Saved entries =
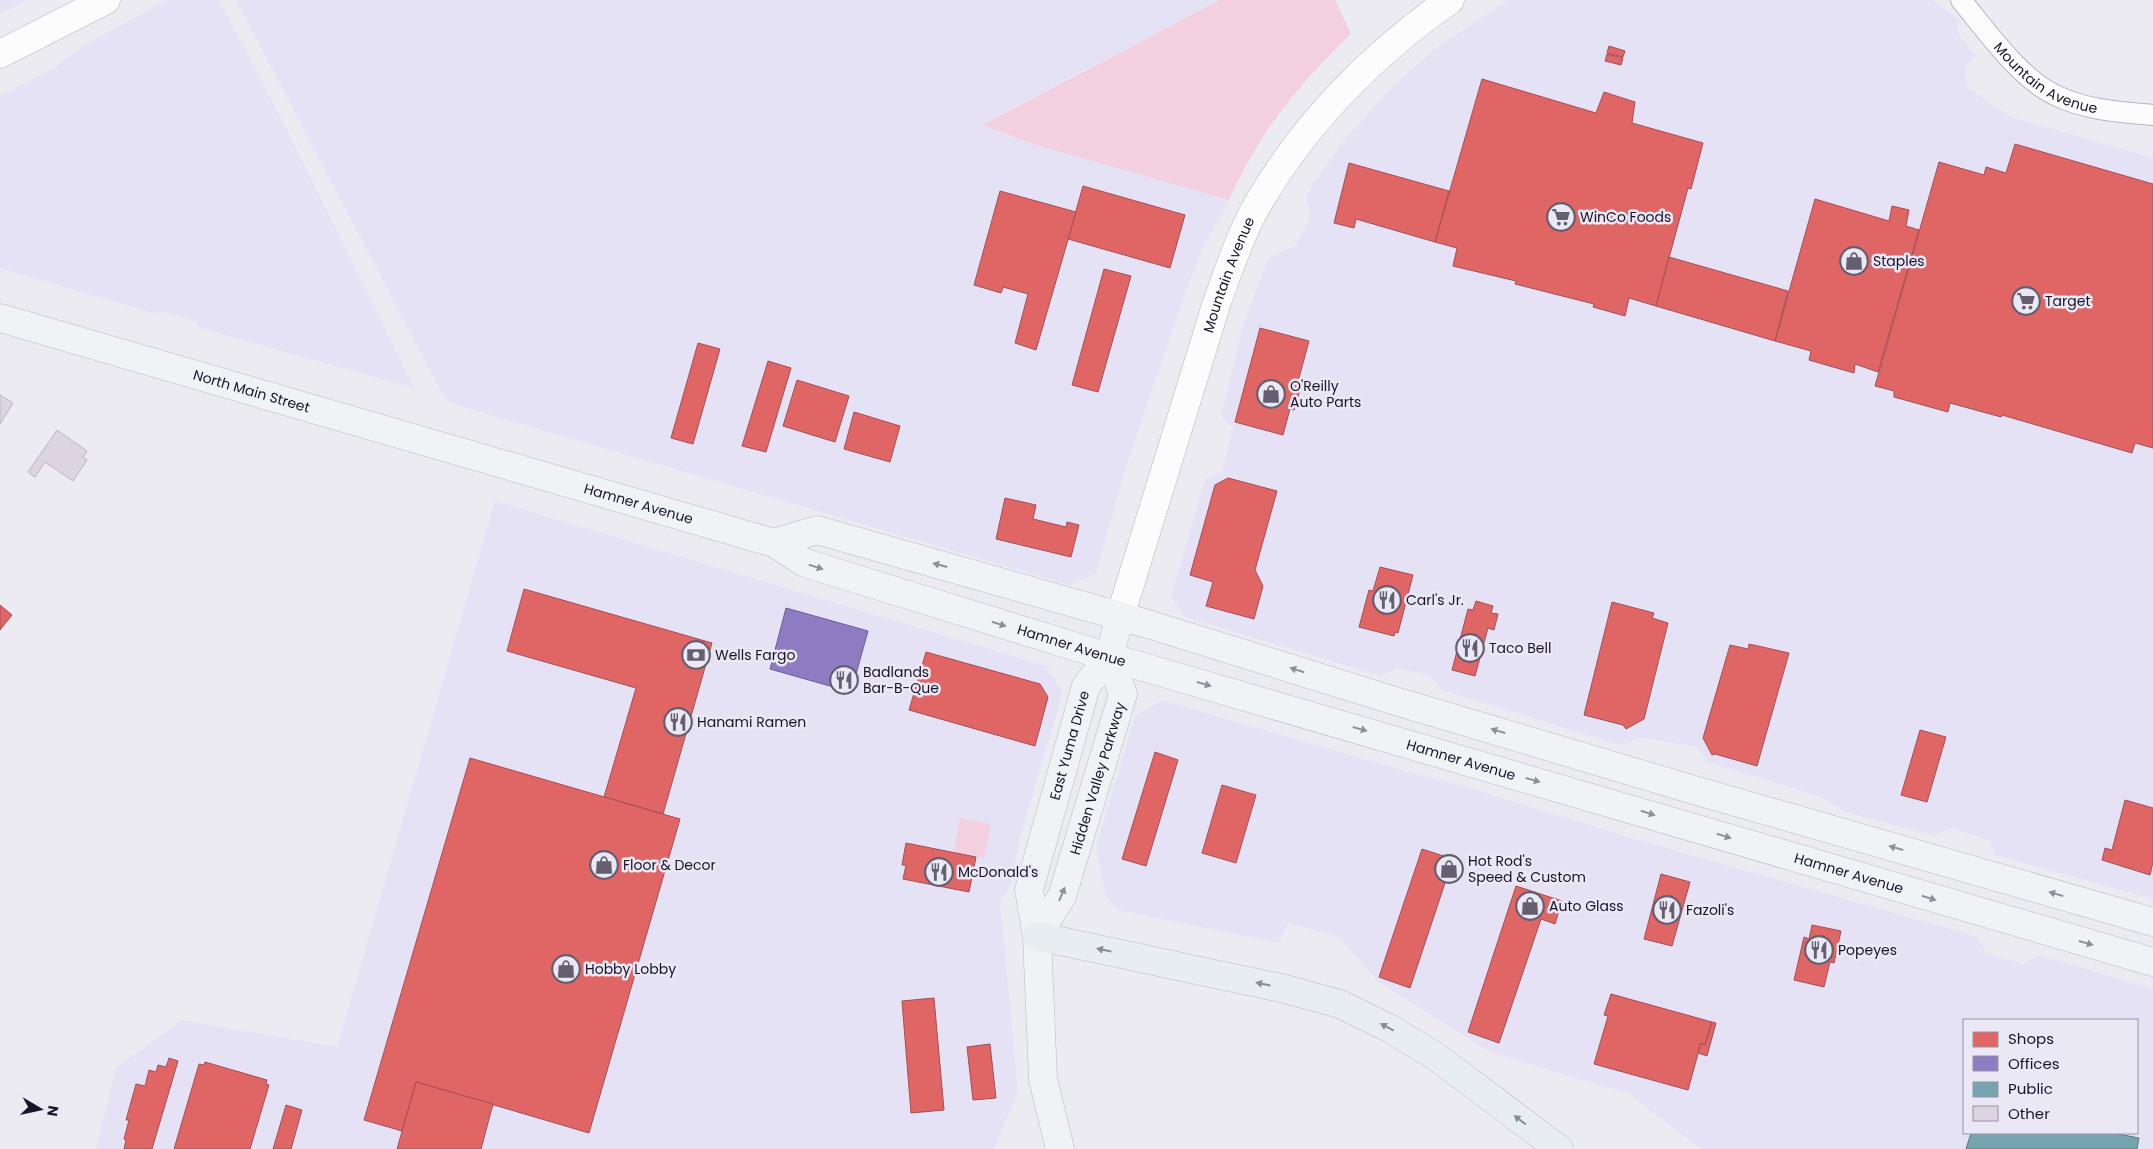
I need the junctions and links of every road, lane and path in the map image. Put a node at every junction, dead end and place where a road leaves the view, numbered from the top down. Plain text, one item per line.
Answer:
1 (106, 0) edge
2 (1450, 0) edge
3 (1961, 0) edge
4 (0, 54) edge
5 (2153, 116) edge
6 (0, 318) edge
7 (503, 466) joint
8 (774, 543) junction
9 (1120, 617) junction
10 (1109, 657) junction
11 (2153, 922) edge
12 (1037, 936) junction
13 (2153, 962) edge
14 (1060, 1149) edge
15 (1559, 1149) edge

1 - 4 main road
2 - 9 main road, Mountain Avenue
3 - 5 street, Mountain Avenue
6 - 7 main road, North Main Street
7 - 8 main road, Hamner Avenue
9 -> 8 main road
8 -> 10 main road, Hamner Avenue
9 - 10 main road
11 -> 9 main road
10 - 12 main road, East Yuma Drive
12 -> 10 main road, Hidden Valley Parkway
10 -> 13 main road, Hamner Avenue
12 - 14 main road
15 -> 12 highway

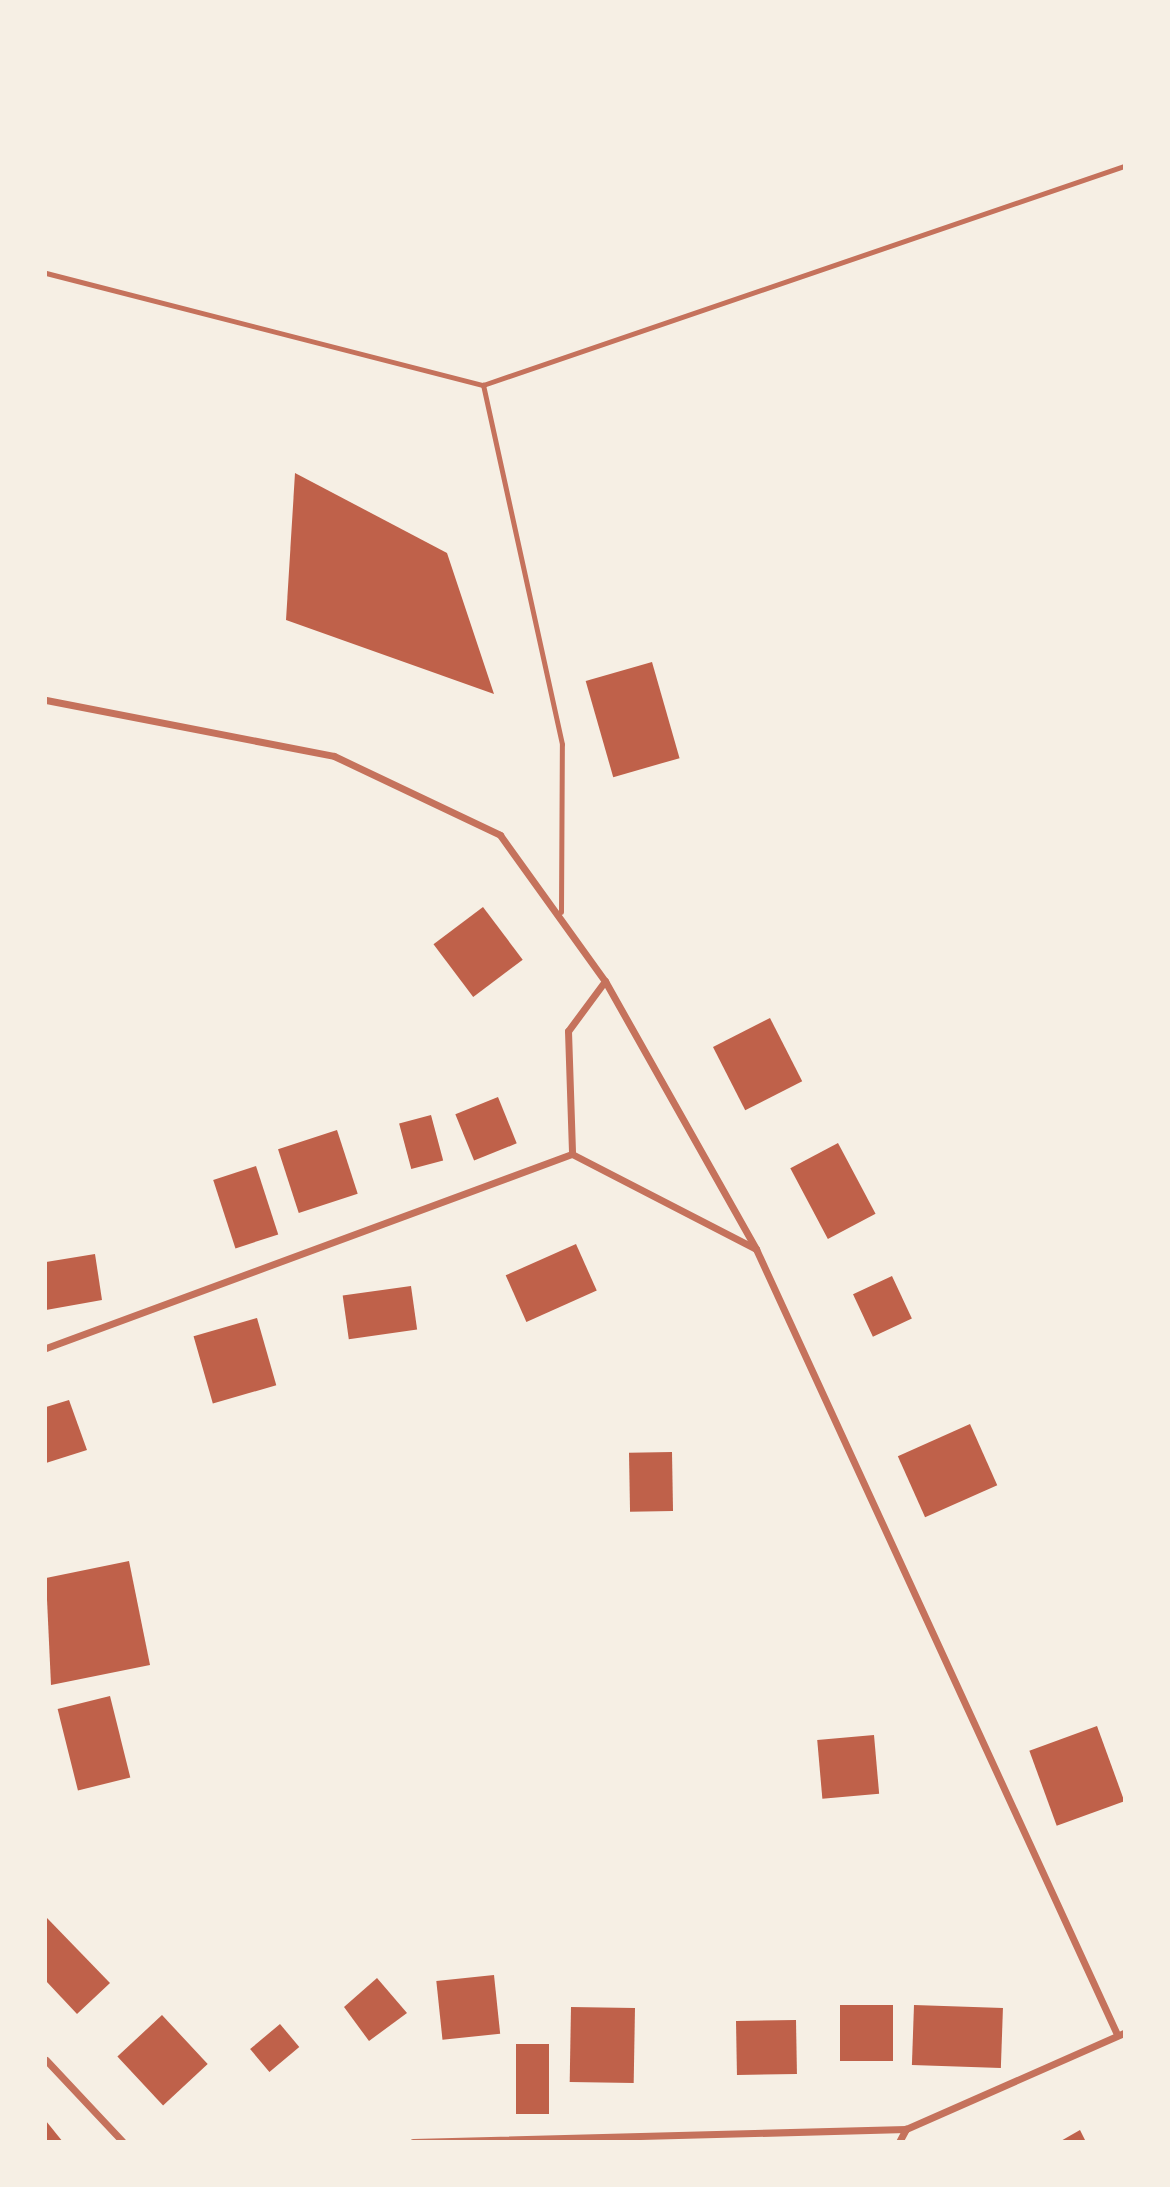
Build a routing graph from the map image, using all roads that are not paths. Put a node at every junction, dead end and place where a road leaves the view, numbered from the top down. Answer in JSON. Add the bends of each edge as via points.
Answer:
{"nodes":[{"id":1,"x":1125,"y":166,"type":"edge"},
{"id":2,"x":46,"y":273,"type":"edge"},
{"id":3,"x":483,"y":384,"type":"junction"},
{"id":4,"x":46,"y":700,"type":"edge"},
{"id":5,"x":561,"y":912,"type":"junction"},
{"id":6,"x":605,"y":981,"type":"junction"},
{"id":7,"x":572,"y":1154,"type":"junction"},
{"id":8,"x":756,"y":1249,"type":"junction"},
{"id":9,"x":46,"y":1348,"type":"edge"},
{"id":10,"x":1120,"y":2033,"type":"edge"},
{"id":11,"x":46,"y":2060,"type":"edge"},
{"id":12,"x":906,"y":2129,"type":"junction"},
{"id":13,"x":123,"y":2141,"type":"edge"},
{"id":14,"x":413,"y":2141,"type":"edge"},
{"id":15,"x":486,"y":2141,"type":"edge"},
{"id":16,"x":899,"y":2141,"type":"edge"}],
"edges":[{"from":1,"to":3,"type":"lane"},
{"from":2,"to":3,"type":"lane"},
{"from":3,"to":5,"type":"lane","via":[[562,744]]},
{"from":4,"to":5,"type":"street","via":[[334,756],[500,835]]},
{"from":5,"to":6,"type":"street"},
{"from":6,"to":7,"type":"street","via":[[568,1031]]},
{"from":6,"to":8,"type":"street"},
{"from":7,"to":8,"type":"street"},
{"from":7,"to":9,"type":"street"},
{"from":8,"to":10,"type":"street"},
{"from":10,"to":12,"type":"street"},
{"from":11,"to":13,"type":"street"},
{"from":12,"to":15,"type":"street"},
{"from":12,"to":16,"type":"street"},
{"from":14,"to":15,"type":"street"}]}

About this task =
Using the entries above, count the lines that have the string "every" in them. Answer with that number only.

Response to this exercise =
2